------ THE INPUT ------

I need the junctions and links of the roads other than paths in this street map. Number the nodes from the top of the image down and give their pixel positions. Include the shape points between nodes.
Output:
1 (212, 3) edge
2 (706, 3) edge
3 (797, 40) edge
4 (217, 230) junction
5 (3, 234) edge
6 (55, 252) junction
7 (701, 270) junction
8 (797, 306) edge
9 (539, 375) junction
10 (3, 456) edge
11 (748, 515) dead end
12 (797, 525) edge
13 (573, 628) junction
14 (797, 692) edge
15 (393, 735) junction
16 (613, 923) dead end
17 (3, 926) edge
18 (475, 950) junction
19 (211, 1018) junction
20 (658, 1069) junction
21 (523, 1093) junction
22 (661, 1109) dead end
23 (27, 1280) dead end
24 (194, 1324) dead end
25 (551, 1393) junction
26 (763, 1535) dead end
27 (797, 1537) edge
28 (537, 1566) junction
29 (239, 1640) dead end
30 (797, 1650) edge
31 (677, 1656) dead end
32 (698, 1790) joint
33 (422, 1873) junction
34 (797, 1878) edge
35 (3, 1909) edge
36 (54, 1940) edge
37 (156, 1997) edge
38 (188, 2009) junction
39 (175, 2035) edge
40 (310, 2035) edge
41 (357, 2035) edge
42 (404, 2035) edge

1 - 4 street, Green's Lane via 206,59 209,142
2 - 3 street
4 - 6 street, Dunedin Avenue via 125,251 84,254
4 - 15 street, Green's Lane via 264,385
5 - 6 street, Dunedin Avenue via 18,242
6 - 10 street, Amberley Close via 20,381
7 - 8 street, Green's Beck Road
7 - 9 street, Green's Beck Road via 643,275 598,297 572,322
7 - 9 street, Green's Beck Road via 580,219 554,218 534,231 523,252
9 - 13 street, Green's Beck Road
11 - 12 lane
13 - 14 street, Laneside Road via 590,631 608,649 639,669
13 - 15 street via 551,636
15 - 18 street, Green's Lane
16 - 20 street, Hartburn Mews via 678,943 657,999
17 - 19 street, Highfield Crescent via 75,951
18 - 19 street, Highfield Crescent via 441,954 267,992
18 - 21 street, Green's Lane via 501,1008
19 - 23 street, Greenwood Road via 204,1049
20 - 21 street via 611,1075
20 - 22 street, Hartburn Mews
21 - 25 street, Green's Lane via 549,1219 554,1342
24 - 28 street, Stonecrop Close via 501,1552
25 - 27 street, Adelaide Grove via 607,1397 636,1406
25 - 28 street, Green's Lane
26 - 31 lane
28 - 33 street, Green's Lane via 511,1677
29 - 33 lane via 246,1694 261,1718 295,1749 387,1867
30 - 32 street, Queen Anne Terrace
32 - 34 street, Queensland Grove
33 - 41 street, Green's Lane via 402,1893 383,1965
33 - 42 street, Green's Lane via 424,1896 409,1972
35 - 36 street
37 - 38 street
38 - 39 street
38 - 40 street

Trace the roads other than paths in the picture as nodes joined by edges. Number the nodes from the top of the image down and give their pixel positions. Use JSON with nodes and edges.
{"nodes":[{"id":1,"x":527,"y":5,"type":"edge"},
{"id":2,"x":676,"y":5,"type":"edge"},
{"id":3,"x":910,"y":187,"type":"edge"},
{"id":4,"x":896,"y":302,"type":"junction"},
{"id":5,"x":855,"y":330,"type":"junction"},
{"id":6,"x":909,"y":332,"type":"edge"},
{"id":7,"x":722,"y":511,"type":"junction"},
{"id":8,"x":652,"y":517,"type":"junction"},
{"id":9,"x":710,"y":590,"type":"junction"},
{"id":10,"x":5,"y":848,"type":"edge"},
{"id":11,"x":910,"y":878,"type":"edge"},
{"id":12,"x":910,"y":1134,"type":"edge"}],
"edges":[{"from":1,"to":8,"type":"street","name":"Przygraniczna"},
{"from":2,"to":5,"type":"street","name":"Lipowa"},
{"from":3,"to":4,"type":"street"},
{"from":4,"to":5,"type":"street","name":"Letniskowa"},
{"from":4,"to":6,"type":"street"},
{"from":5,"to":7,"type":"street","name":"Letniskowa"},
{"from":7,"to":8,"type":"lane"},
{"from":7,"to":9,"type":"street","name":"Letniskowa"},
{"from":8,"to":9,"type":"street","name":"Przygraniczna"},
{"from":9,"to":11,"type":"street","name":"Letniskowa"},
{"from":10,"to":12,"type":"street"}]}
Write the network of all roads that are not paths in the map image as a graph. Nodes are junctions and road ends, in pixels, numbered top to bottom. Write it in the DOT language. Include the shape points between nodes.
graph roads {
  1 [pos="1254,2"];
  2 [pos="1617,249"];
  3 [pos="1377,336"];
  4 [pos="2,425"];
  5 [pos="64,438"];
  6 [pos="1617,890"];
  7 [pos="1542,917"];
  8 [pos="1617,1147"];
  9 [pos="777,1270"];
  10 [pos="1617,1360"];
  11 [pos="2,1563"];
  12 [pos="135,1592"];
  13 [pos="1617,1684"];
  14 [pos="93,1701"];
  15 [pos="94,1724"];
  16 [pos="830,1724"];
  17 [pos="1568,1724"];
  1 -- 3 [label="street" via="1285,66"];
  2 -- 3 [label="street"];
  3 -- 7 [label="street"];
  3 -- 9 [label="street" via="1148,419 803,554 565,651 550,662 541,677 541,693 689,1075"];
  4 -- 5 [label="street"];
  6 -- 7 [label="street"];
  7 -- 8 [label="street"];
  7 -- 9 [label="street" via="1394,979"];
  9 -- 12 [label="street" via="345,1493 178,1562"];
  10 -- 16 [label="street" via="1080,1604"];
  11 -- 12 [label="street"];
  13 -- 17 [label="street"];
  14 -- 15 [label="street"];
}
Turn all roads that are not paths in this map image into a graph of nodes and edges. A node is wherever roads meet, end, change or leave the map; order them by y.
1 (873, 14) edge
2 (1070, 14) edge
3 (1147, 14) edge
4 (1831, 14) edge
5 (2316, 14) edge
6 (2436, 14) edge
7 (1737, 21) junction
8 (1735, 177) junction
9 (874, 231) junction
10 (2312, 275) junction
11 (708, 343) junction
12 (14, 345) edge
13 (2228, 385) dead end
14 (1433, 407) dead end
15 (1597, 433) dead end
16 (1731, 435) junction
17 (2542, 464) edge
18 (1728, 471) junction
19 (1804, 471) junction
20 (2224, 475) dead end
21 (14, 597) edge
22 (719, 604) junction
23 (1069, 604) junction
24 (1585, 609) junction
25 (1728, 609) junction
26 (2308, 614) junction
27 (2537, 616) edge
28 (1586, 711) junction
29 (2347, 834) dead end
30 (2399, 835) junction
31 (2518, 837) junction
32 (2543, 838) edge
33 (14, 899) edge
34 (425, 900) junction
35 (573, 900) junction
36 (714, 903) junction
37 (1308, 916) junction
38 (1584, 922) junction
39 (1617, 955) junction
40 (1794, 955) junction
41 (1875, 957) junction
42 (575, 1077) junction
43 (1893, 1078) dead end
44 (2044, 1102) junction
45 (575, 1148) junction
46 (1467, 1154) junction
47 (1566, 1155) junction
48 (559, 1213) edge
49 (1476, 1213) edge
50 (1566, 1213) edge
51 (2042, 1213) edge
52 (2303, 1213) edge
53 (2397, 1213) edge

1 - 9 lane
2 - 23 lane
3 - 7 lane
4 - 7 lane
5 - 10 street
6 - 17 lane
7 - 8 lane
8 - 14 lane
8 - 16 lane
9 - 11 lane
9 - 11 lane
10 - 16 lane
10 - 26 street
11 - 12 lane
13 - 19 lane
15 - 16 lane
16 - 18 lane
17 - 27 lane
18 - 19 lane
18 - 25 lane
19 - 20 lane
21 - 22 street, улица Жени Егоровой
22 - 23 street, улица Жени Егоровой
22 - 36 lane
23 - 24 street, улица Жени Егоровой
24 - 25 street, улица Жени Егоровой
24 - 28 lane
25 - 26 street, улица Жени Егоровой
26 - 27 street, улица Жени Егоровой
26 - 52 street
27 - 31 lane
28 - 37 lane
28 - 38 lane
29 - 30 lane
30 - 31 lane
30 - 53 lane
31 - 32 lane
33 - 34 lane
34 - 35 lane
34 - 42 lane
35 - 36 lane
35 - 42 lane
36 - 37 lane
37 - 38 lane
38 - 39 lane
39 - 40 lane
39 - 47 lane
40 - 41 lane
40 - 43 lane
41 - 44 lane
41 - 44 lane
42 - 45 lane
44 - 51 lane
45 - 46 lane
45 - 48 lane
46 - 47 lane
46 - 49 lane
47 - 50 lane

------

Only the number should be given: how many lines in the data contain the string "Letniskowa".

4